Your choices for keeping track of a given browser with some sort of browser-identifying ID (so you might know who a given user is) are:
- Cookies
- Local Storage
Your choices for storing the state of the 1200 buttons are:
- Server-side storage of the state that is given to the web page by the server
- Cookies (probably have to collapse the data to one bit per button0
- Local storage
So, for example, you could combine storing a browser identifing value in a cookie with storing the actual button state in a server-side database. Then, when the page is rendered, you look up the button state in the database for the browserID that is in the cookie and you either disable or remove the relevant buttons from the rendered HTML page.

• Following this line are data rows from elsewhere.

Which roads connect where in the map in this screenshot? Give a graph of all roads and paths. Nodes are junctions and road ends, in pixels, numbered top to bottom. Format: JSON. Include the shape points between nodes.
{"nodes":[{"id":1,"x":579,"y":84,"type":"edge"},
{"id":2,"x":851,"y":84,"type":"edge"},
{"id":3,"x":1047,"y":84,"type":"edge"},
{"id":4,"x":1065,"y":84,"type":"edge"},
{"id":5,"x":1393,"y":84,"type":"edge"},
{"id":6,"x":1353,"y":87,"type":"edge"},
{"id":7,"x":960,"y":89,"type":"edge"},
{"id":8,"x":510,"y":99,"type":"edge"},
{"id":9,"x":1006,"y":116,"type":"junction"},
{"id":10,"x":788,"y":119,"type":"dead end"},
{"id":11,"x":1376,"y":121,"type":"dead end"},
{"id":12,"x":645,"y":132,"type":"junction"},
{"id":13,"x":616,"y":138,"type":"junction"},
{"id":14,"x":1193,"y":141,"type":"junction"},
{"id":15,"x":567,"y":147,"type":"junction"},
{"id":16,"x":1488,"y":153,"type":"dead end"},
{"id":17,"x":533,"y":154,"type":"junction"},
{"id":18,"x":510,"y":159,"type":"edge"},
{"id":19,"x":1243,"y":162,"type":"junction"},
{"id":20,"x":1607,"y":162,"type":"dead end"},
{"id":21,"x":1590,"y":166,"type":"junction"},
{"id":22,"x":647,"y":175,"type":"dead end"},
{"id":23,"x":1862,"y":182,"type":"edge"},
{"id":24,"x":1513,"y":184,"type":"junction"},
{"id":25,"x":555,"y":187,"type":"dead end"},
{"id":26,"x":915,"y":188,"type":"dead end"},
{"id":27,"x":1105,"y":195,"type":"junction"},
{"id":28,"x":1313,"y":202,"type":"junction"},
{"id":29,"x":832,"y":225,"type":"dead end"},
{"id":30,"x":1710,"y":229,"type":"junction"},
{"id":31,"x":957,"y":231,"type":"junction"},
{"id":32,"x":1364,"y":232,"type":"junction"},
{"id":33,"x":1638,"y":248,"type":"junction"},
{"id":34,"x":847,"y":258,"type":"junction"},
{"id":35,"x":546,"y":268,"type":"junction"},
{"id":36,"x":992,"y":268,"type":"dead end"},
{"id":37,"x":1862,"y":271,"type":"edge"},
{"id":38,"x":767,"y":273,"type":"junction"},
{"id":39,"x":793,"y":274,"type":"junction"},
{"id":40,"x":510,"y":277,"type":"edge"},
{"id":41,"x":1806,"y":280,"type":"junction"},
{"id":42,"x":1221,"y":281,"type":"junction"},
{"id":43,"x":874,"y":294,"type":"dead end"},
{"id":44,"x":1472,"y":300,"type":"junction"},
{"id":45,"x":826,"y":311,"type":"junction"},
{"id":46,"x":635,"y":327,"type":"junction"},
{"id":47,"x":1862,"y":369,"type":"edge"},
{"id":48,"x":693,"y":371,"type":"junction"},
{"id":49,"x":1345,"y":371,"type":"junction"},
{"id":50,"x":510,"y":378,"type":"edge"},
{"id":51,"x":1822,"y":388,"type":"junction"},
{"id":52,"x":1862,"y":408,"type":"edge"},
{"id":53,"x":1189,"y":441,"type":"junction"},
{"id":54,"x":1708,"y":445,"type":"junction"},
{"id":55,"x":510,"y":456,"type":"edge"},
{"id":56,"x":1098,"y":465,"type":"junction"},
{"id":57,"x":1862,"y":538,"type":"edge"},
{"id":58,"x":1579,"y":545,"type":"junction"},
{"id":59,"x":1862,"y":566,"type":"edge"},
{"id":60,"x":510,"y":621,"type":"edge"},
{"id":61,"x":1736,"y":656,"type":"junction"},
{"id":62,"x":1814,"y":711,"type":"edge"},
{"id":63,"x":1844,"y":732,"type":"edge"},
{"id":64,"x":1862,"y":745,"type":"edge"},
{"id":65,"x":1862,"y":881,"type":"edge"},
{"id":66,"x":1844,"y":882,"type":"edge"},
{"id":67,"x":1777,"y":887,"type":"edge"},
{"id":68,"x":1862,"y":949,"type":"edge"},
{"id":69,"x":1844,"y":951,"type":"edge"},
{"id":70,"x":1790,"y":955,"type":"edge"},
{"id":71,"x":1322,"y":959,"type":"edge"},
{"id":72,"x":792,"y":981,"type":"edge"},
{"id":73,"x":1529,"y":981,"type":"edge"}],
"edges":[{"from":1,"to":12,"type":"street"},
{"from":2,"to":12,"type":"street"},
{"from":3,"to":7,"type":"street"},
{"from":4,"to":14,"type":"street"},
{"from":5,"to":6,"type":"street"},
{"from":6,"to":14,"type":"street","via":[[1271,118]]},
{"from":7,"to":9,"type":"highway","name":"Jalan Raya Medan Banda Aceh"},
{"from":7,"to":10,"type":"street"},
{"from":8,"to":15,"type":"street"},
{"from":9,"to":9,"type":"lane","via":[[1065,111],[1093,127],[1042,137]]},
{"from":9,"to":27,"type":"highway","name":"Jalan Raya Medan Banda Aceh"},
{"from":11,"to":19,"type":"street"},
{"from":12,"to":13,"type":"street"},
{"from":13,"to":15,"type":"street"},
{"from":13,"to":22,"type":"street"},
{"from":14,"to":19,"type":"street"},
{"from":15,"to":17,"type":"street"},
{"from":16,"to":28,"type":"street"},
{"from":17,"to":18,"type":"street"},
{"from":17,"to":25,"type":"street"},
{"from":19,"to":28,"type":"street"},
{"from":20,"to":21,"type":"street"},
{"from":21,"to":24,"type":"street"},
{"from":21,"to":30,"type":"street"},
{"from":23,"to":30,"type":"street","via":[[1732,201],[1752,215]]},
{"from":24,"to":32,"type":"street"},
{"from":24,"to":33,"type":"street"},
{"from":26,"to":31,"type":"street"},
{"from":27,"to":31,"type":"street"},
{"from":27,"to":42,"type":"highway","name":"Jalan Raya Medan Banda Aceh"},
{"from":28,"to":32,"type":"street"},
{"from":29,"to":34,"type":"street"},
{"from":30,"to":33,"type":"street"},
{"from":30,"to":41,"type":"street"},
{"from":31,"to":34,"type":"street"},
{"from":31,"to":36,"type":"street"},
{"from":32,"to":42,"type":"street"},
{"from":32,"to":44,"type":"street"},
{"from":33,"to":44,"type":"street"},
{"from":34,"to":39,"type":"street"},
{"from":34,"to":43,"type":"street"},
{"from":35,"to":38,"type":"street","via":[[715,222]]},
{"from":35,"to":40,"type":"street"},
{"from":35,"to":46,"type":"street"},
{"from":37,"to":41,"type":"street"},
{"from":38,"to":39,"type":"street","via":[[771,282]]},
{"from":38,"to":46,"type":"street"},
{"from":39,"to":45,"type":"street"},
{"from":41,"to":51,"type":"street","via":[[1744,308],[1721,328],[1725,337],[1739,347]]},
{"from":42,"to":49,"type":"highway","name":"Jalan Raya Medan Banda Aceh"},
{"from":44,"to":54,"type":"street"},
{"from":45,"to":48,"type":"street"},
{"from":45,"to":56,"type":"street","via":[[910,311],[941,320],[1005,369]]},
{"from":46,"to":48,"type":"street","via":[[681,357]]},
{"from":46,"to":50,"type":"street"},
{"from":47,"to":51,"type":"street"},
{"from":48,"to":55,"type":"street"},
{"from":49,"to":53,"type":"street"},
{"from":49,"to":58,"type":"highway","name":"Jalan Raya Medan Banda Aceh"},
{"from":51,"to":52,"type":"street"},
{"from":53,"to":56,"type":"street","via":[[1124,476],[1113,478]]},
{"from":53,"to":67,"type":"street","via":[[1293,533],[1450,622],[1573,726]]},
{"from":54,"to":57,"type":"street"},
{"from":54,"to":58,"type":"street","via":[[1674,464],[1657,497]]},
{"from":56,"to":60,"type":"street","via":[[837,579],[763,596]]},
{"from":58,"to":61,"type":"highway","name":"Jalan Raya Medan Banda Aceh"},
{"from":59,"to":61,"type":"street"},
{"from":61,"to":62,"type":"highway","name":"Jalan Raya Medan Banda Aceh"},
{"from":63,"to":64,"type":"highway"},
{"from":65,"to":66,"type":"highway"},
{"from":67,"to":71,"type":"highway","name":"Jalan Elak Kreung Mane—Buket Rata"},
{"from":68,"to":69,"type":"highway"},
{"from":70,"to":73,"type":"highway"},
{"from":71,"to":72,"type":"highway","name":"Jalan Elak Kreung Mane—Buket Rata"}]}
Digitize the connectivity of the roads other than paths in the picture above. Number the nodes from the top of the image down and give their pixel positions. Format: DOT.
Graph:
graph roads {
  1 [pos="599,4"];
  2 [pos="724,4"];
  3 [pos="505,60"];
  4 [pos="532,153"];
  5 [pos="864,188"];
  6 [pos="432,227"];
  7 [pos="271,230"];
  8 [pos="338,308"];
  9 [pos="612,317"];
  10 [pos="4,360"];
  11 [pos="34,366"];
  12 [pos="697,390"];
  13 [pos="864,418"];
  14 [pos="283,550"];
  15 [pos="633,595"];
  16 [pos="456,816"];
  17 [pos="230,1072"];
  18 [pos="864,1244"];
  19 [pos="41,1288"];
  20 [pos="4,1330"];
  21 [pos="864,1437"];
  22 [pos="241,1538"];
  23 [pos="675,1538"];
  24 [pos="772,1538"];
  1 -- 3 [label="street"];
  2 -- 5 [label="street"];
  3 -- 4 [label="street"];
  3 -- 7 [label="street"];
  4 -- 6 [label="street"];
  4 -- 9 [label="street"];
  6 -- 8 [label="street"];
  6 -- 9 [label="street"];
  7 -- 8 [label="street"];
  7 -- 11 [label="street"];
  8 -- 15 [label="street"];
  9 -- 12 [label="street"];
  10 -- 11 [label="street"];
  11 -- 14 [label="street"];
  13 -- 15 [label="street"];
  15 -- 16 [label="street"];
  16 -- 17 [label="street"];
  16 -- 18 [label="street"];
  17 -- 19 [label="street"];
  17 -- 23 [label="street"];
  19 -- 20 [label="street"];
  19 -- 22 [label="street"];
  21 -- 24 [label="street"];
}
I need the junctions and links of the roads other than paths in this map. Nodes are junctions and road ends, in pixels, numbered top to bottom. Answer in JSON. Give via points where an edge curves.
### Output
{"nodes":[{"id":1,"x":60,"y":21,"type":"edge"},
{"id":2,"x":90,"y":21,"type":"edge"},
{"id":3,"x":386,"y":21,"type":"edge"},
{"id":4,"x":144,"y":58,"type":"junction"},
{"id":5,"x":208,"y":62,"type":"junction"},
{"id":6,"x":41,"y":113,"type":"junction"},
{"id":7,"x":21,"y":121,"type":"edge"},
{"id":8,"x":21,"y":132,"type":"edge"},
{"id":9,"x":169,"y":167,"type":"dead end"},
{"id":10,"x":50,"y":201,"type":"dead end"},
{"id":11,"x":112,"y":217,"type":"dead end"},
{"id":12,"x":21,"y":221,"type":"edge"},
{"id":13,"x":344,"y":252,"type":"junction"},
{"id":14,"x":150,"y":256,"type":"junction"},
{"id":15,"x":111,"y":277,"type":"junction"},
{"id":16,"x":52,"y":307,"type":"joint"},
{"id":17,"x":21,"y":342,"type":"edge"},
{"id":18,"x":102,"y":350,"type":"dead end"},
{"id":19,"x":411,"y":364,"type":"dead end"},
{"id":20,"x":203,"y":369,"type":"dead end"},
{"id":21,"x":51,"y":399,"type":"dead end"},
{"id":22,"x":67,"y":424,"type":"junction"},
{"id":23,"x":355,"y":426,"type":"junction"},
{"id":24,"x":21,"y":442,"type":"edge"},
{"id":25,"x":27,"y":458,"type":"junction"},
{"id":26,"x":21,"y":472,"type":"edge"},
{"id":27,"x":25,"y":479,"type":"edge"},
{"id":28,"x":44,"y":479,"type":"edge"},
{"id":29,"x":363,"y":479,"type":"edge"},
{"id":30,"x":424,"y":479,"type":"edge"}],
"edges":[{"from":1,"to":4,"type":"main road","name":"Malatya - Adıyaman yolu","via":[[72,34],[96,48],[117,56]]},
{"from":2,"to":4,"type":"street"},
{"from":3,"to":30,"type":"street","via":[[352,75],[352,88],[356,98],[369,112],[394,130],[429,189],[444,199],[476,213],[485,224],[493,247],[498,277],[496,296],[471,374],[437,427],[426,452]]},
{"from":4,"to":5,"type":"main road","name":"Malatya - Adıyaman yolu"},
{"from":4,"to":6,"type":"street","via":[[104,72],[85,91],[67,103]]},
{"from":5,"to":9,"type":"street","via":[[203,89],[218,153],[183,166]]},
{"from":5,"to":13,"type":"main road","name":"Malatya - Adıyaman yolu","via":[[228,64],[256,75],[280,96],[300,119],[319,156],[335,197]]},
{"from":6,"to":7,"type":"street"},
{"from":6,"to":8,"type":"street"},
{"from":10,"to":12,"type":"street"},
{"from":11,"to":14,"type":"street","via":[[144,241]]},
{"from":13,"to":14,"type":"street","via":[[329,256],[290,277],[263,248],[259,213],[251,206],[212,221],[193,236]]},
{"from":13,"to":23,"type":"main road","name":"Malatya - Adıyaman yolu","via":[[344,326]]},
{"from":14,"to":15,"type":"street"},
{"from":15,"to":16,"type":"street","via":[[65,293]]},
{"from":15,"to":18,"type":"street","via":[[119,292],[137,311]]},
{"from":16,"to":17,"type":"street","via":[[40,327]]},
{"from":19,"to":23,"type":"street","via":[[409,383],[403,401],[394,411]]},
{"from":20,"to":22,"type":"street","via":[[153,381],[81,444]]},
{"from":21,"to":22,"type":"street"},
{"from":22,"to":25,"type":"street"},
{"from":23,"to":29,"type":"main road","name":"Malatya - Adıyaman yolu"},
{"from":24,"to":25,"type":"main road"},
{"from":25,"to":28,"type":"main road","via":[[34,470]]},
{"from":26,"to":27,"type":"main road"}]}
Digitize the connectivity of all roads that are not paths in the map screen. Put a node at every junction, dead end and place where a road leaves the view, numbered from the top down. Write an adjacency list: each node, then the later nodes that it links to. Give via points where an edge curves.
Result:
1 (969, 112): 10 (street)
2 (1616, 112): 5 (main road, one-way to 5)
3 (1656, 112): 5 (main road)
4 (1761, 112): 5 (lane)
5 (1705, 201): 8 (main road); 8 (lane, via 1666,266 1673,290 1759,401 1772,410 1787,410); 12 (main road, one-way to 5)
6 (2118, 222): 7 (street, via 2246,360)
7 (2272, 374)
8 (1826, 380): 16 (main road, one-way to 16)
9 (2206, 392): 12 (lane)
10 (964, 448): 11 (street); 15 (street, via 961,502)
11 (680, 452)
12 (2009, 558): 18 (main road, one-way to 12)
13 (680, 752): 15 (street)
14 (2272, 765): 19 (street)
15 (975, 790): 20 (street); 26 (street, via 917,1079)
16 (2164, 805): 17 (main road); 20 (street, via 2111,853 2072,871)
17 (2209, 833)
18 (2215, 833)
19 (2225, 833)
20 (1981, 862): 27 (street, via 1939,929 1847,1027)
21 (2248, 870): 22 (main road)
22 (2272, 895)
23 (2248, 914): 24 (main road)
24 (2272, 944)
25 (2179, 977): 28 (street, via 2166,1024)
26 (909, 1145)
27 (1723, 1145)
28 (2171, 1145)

You could do all the storage in a cookie by collapsing the 1200 buttons state to one bit per button. Using A-Z and a-z and 0-9 and a couple of symbols, you could easily have 64 values per character which would allow you to store the on/off state for 32 buttons per character so the on/off state for 1200 buttons could be stored in 38 characters which easily fits in a cookie. If you had to store a time/date for each button too, then that won't fit into a cookie so you'd be left to server-side storage or local storage.
FYI, I hope you realize that any client-side scheme is very easy to get around. In fact, if you're just trying to prevent a user from going to the same URL more than once, all they have to do is bookmark the original URL and they can go there as often as they like without even visiting your web page. Or, they can just wipe cookies or local storage. Or, they can just go to a different browser.
The only real way to prevent multiple visits is to require user authentication and validate (on your web server) that a given logged-in user is allowed to visit any given page before rendering the page. So, if you want to do this robustly, then it has to all be done server-side and you will need some sort of site login.